Any tax, tariff or duty which is imposed upon Seller by any governmental authority and included by the Seller in the price shall be separately stated on Seller’s invoice(s).  

15. Delivery.  
Unless designated otherwise: (i) For Domestic Orders: all deliveries are F.O.B. Origin with Prepay & Add freight costs and (ii) For International Orders: all deliveries are Delivered Duty Paid as defined by Incoterms from time to time. For both domestic and international orders, all risk of loss shall remain with Seller until goods and services have actually been received and accepted by Buyer at the applicable destination according to the terms and conditions of this Purchase Order. The goods or services ordered must be received no later than the delivery date specified.  

16. Quantities.  
Quantities of goods or services ordered may not be changed without the prior written approval of Buyer. If the total or any portion of the goods received either exceeds or falls below the quantities ordered, Buyer shall have the right to reject and return any such shipments or portions thereof at Seller’s expense for transportation both ways and all related labor and packing costs.  

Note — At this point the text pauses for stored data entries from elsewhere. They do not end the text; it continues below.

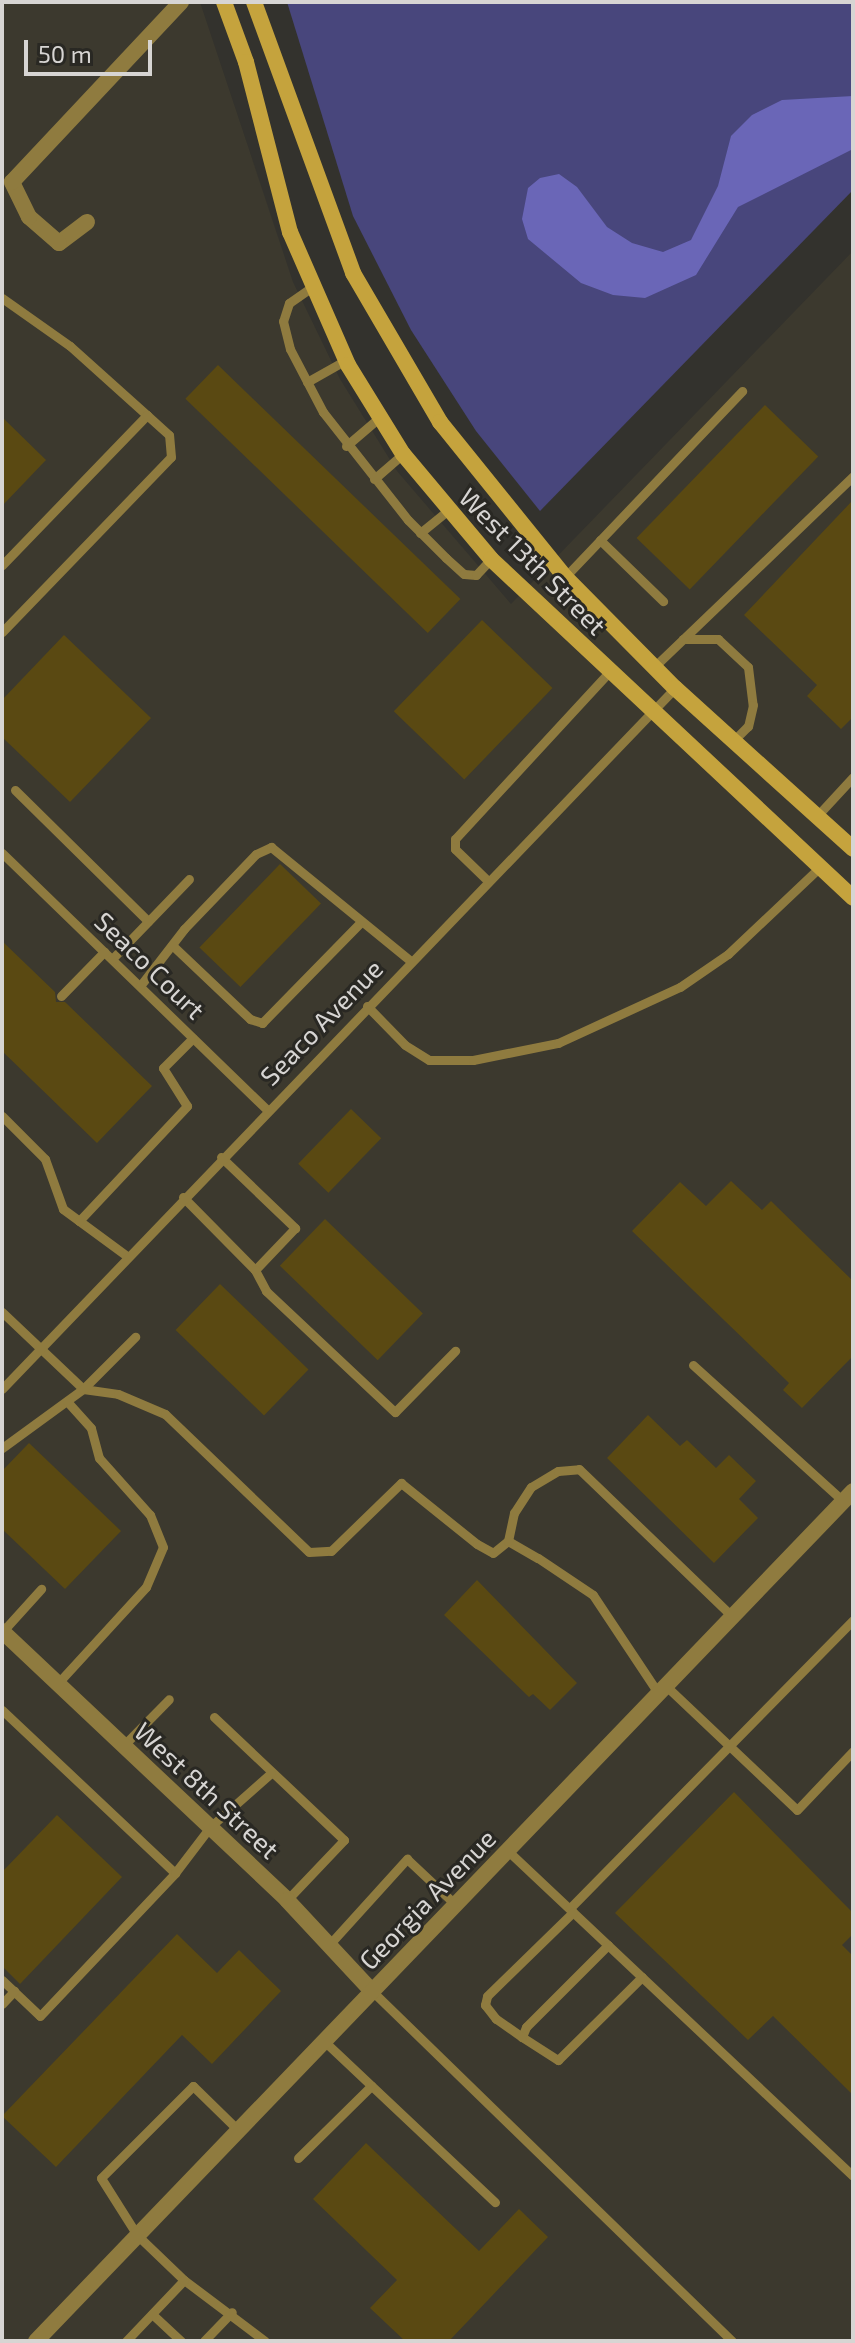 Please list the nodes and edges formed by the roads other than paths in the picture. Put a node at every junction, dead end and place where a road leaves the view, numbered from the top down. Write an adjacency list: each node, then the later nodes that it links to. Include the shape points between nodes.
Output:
1 (181, 2): 4 (street, via 12,182 29,217 59,243)
2 (224, 2): 5 (main road, West 13th Street, via 246,62 290,232)
3 (254, 2): 21 (main road, West 13th Street, via 353,273 391,345 440,422)
4 (87, 222)
5 (312, 287): 7 (main road, West 13th Street); 8 (lane, via 289,303 283,321)
6 (2, 298): 10 (lane, via 70,346)
7 (346, 360): 8 (lane); 11 (main road, West 13th Street)
8 (307, 382): 12 (lane)
9 (742, 391): 18 (lane)
10 (147, 415): 20 (lane); 23 (lane, via 173,443 171,457)
11 (380, 417): 12 (lane); 13 (main road, West 13th Street)
12 (346, 446): 15 (lane)
13 (403, 454): 15 (lane); 16 (main road, West 13th Street)
14 (853, 476): 24 (lane)
15 (374, 479): 17 (lane)
16 (448, 510): 17 (lane); 19 (main road, West 13th Street)
17 (420, 533): 19 (lane, via 464,574 476,575)
18 (600, 540): 21 (lane); 22 (lane)
19 (491, 559): 26 (main road, West 13th Street)
20 (2, 565)
21 (565, 577): 25 (main road, West 13th Street)
22 (663, 601)
23 (2, 632)
24 (683, 639): 25 (lane); 29 (lane, via 718,639 748,667 753,705 748,726)
25 (654, 667): 27 (main road, West 13th Street)
26 (610, 671): 28 (main road, West 13th Street); 37 (lane, via 455,839 455,849)
27 (675, 688): 28 (lane, Seaco Avenue); 29 (main road, West 13th Street)
28 (652, 711): 35 (main road, West 13th Street); 37 (lane, Seaco Avenue)
29 (733, 741): 32 (main road, West 13th Street)
30 (853, 777): 32 (lane)
31 (15, 790): 39 (lane)
32 (817, 816): 33 (main road, West 13th Street)
33 (853, 849)
34 (2, 853): 42 (lane, Seaco Court)
35 (820, 867): 38 (main road, West 13th Street); 46 (lane, via 728,954 680,987 558,1043 473,1060 429,1060 405,1045)
36 (189, 879): 39 (lane)
37 (488, 881): 43 (lane, Seaco Avenue)
38 (853, 898)
39 (148, 921): 42 (lane)
40 (361, 922): 41 (lane, via 271,847 256,854); 41 (lane, via 262,1023 250,1019); 43 (lane)
41 (172, 945): 44 (lane)
42 (108, 955): 44 (lane, Seaco Court); 45 (lane)
43 (411, 961): 46 (lane, Seaco Avenue)
44 (140, 986): 47 (lane, Seaco Court)
45 (61, 996)
46 (367, 1006): 48 (lane, Seaco Avenue)
47 (193, 1038): 48 (lane, Seaco Court); 52 (lane, via 163,1068 187,1106)
48 (267, 1110): 50 (lane, Seaco Avenue)
49 (2, 1116): 52 (lane, via 45,1159 58,1201)
50 (221, 1157): 51 (lane, Seaco Avenue); 54 (lane, via 295,1228)
51 (183, 1197): 53 (lane, Seaco Avenue); 54 (lane)
52 (79, 1221): 53 (lane)
53 (127, 1256): 57 (lane, Seaco Avenue)
54 (255, 1270): 58 (lane, via 266,1291 395,1412)
55 (2, 1312): 57 (lane)
56 (135, 1337): 61 (lane)
57 (41, 1348): 60 (lane, Seaco Avenue); 61 (lane)
58 (455, 1351)
59 (693, 1365): 64 (lane)
60 (3, 1386)
61 (83, 1389): 62 (lane); 65 (lane, via 118,1394 165,1414 309,1552 331,1551 401,1483 493,1553)
62 (67, 1401): 63 (lane); 70 (lane, via 91,1428 99,1458 150,1515 163,1547 146,1587)
63 (2, 1448)
64 (848, 1496): 67 (street, Georgia Avenue)
65 (508, 1541): 67 (lane, via 514,1513 531,1487 558,1471 579,1469); 71 (lane, via 593,1595)
66 (41, 1589): 69 (lane)
67 (732, 1616): 71 (street, Georgia Avenue)
68 (853, 1620): 76 (lane)
69 (2, 1631): 70 (street, West 8th Street)
70 (58, 1683): 75 (street, West 8th Street)
71 (662, 1690): 76 (lane); 80 (street, Georgia Avenue)
72 (169, 1699): 75 (lane)
73 (2, 1710): 81 (lane)
74 (214, 1717): 78 (lane)
75 (124, 1745): 79 (street, West 8th Street)
76 (728, 1745): 77 (lane, via 797,1810); 84 (lane)
77 (853, 1751)
78 (271, 1773): 79 (lane); 82 (lane, via 344,1840)
79 (210, 1827): 81 (lane); 82 (street, West 8th Street)
80 (507, 1850): 83 (street, Georgia Avenue); 84 (lane)
81 (175, 1873): 89 (lane, via 40,2016)
82 (287, 1900): 86 (street, West 8th Street)
83 (455, 1904): 86 (lane, via 407,1859); 90 (street, Georgia Avenue)
84 (571, 1910): 85 (lane); 92 (lane, via 487,1996 485,2005 496,2019)
85 (608, 1945): 87 (lane); 92 (lane)
86 (328, 1946): 90 (street, West 8th Street)
87 (642, 1977): 92 (lane, via 558,2060); 97 (lane)
88 (2, 1980): 89 (lane)
89 (14, 1991): 91 (lane)
90 (372, 1991): 93 (street, Georgia Avenue); 108 (lane)
91 (2, 2004)
92 (522, 2037)
93 (324, 2041): 94 (lane); 95 (street, Georgia Avenue)
94 (371, 2086): 96 (lane); 98 (lane)
95 (238, 2130): 99 (street, Georgia Avenue); 99 (lane, via 193,2086 101,2178)
96 (298, 2158)
97 (853, 2176)
98 (495, 2202)
99 (137, 2235): 100 (lane); 103 (street, Georgia Avenue)
100 (184, 2280): 101 (lane); 102 (lane)
101 (232, 2312): 106 (lane); 107 (lane)
102 (152, 2314): 104 (lane); 105 (lane)
103 (36, 2341)
104 (126, 2341)
105 (181, 2341)
106 (204, 2341)
107 (265, 2341)
108 (732, 2341) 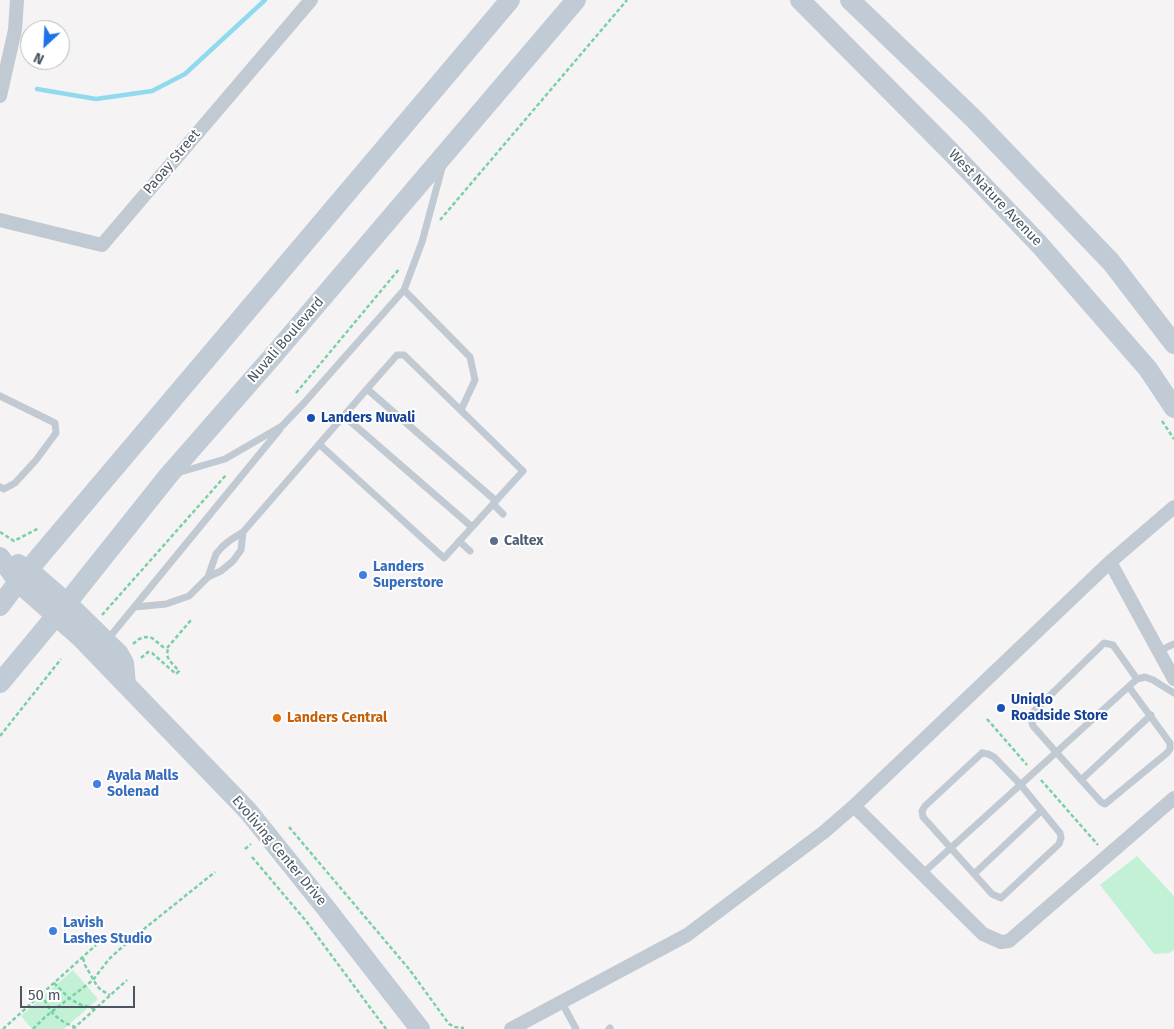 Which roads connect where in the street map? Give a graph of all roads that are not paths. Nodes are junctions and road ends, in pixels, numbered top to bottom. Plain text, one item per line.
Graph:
1 (17, 0) edge
2 (311, 0) edge
3 (510, 0) edge
4 (576, 0) edge
5 (800, 0) edge
6 (850, 0) edge
7 (0, 96) edge
8 (447, 150) junction
9 (0, 220) edge
10 (404, 290) junction
11 (1174, 344) edge
12 (367, 389) junction
13 (0, 396) edge
14 (1174, 408) edge
15 (461, 410) junction
16 (344, 416) junction
17 (282, 426) junction
18 (319, 444) junction
19 (168, 476) junction
20 (0, 487) edge
21 (494, 503) junction
22 (1174, 507) edge
23 (503, 514) dead end
24 (472, 527) junction
25 (243, 532) junction
26 (459, 541) junction
27 (470, 550) dead end
28 (5, 551) edge
29 (1110, 562) junction
30 (24, 576) junction
31 (208, 577) junction
32 (0, 606) edge
33 (135, 607) junction
34 (61, 609) junction
35 (106, 642) junction
36 (1174, 644) edge
37 (1159, 651) junction
38 (1138, 679) junction
39 (1174, 680) edge
40 (0, 683) edge
41 (126, 684) junction
42 (1129, 687) junction
43 (1174, 693) edge
44 (1151, 715) junction
45 (1056, 752) junction
46 (1081, 780) junction
47 (1020, 784) junction
48 (1174, 798) edge
49 (854, 806) junction
50 (1041, 811) junction
51 (950, 849) junction
52 (922, 874) junction
53 (974, 874) junction
54 (561, 1001) junction
55 (420, 1029) edge
56 (511, 1029) edge
57 (576, 1029) edge

1 - 7 street
2 - 9 street, Paoay Street
3 - 30 street
4 - 8 street, Nuvali Boulevard
5 - 14 street, West Nature Avenue
6 - 11 street
8 - 10 lane
8 - 19 street, Nuvali Boulevard
10 - 15 lane
10 - 17 lane
12 - 15 lane
12 - 16 lane
12 - 21 lane
13 - 20 lane
15 - 21 lane
16 - 18 lane
16 - 24 lane
17 - 19 lane
17 - 33 lane
18 - 25 lane
18 - 26 lane
19 - 34 street, Nuvali Boulevard
21 - 23 lane
21 - 24 lane
22 - 29 street
24 - 26 lane
25 - 31 lane
25 - 31 lane
26 - 27 lane
28 - 30 street, Evoliving Center Drive
29 - 37 street
29 - 49 street
30 - 32 street
30 - 34 street, Evoliving Center Drive
31 - 33 lane
33 - 35 lane
34 - 35 street, Evoliving Center Drive
34 - 40 street, Nuvali Boulevard
34 - 41 street, Evoliving Center Drive
35 - 41 street, Evoliving Center Drive
36 - 37 lane
37 - 39 street
38 - 42 lane
38 - 43 lane
38 - 45 lane
41 - 55 street, Evoliving Center Drive
42 - 44 lane
42 - 45 lane
44 - 46 lane
44 - 46 lane
45 - 46 lane
45 - 47 lane
47 - 50 lane
47 - 51 lane
47 - 51 lane
48 - 52 street
49 - 52 street
49 - 54 street
50 - 53 lane
50 - 53 lane
51 - 52 lane
51 - 53 lane
54 - 56 street
54 - 57 lane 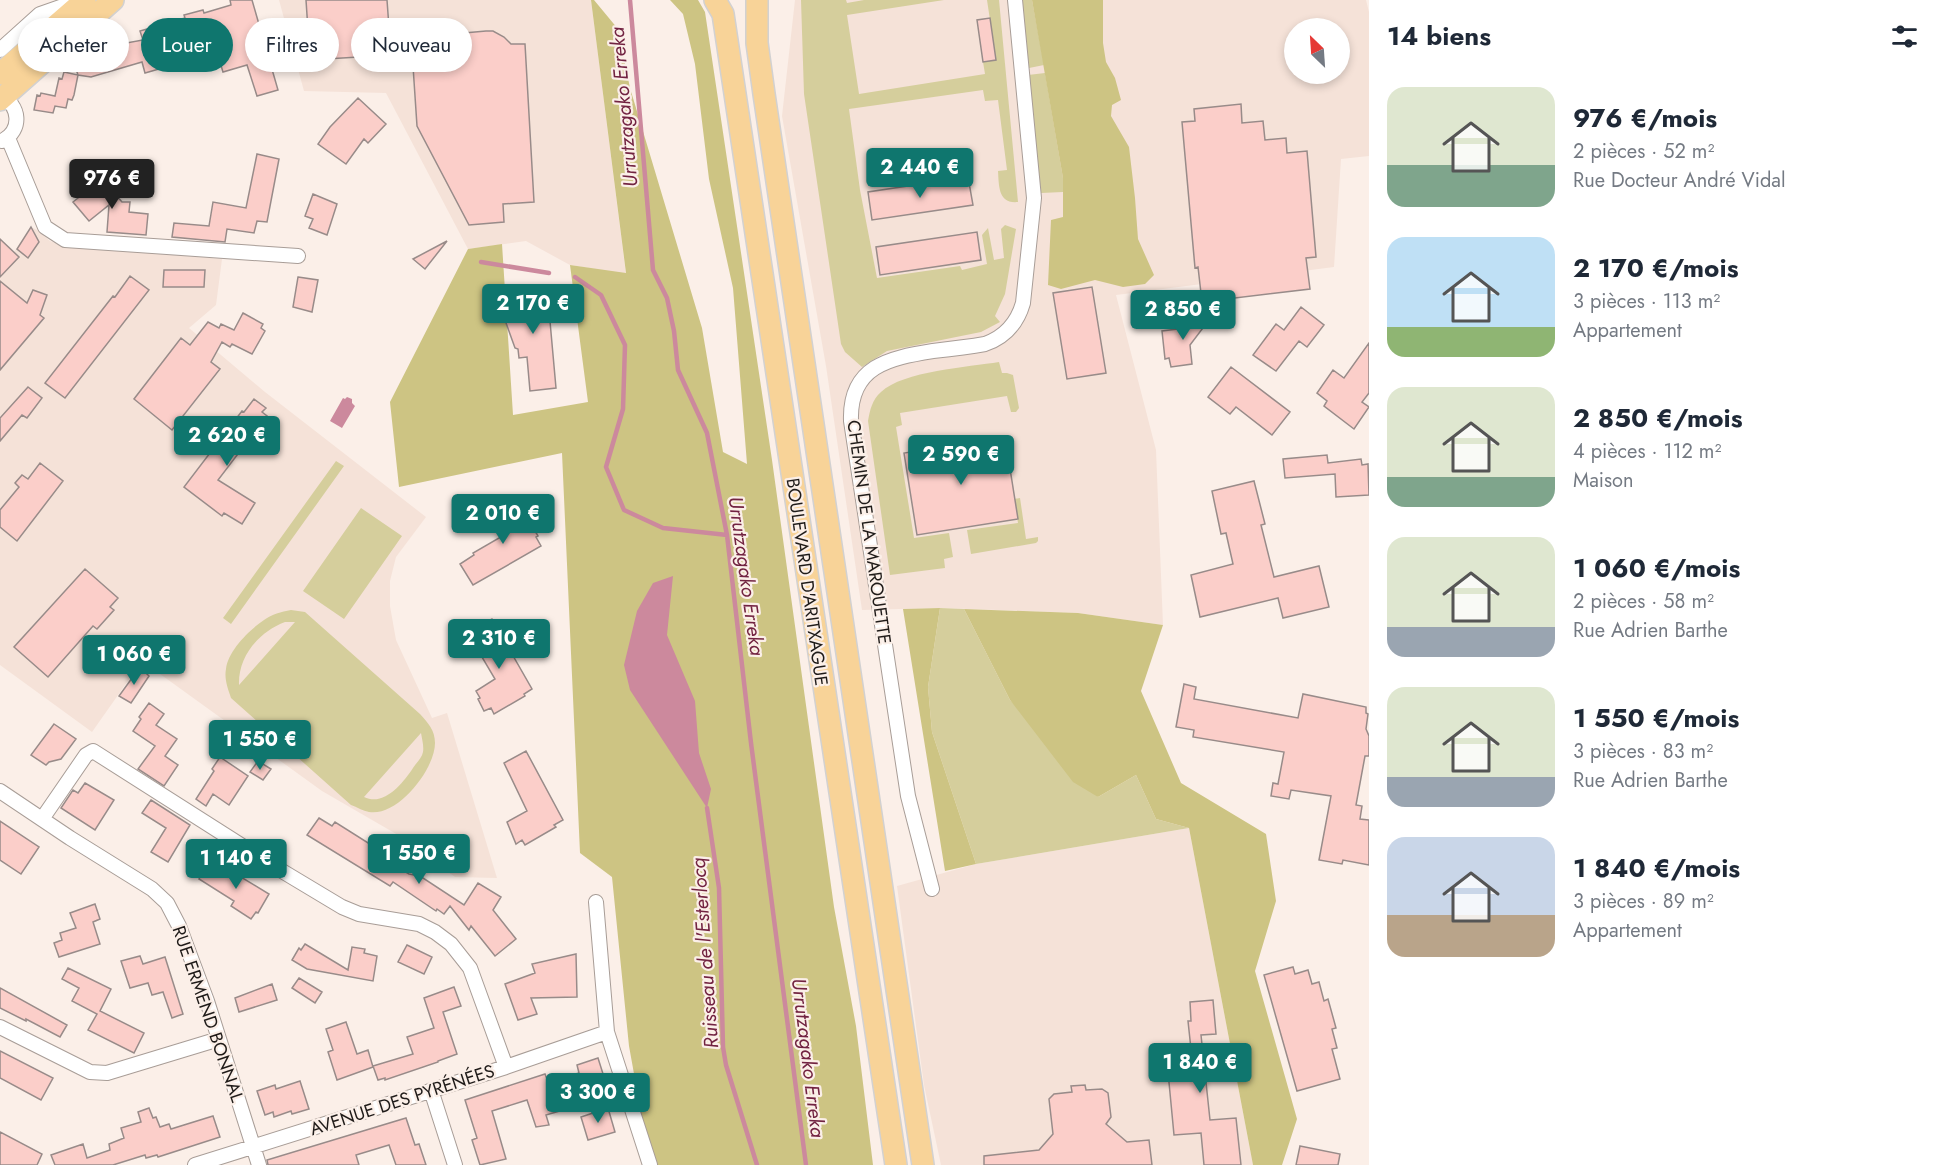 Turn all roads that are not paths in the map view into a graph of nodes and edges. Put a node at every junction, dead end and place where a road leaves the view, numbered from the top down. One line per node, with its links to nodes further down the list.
1 (113, 0): 8 (main road)
2 (716, 0): 25 (main road, BOULEVARD D'ARITXAGUE)
3 (758, 0): 26 (main road, BOULEVARD D'ARITXAGUE)
4 (1016, 0): 13 (street, CHEMIN DE LA MAROUETTE)
5 (83, 2): 6 (street); 7 (main road)
6 (0, 50)
7 (0, 74)
8 (1, 97): 9 (street)
9 (4, 140): 10 (street)
10 (298, 256)
11 (0, 791): 12 (street, RUE ERMEND BONNAL)
12 (42, 819): 17 (street, RUE ERMEND BONNAL); 18 (street)
13 (932, 889)
14 (596, 902): 16 (street)
15 (0, 1027): 17 (street)
16 (607, 1032): 18 (street, AVENUE DES PYRÉNÉES); 24 (street)
17 (219, 1039): 20 (street, RUE ERMEND BONNAL)
18 (506, 1067): 19 (street, AVENUE DES PYRÉNÉES)
19 (431, 1090): 20 (street, AVENUE DES PYRÉNÉES); 23 (street)
20 (254, 1147): 21 (street, AVENUE DES PYRÉNÉES); 22 (street, RUE ERMEND BONNAL)
21 (195, 1165)
22 (260, 1165)
23 (455, 1165)
24 (650, 1165)
25 (896, 1165)
26 (923, 1165)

17. Packaging and Shipping.  

All shipping containers shall be packed and packaged to: (i) ensure safe arrival to final destination; (ii) secure the lowest transportation costs; (iii) comply with requirements of common carriers; (iv) meet Buyer’s written instructions; and (v) meet the requirements of all applicable laws, ordinances, rules and regulations. Each package or container shall be marked clearly to show this Purchase Order number, ship date, and name of consignee and consigner. An itemized packing list shall be included in each container.  

18. Invoices.  
Seller shall issue an invoice only after delivery.  Each invoice must be addressed to YPO, Inc. and shall include: (i) the itemized Price; (ii) the Purchase Order number; (iii) Buyer’s part numbers and description; (iv) quantities shipped; (v) a unique identifying invoice number, (vi) the name of the event, program, or project associated with purchase, (vii) payment instructions for ACH, wire transfer, or credit card payment as supported by Seller.  All Applicable Taxes payable to Seller must be separately itemized and documented in accordance with the requirements of the applicable taxing authority, VAT Act, or other applicable law.  Undisputed amounts shall be paid within 30 days of receipt and acceptance of goods or services and a correct and undisputed invoice. Delays in receipt of goods or services, acceptance of goods or services, or an incorrect invoice will be just cause for Buyer to withhold payment without losing discount privileges. Cash discounts, if any, shall be computed as commencing with receipt of the invoice or goods or services, whichever is later.  

Additional Terms:

19. Miscellaneous.  
Seller shall not assign the Purchase Order or any rights, nor delegate any duties to any third party and any attempt to do so will be void. This Purchase Order shall inure to the benefit of the parties hereto and their respective successors and permitted assigns. Each party is an independent contractor of the other party. 

20. Waiver.  
A waiver of any term, condition or default of this Purchase Order shall not be construed as a waiver of any other term, condition, or default.  

21. Governing Law.  
The Purchase Order shall be governed by and interpreted in accordance with the laws of the State of Texas, excluding Texas conflict of law rules. All terms used in this Purchase Order, which are defined in the Uniform Commercial Code as adopted in the State of Texas, shall have the same meaning herein as such code. 

22. Entire Agreement.  
The Purchase Order Terms and Conditions represents the entire understanding between Buyer and Seller, shall supersede all prior understandings and agreements relating to the subject matter hereof. Notwithstanding the foregoing, the provisions of this Purchase Order will not supersede any provisions of any other previously written agreement(s) that are currently in effect between the parties that govern the provision of the goods or services that are the subject of the Purchase Order.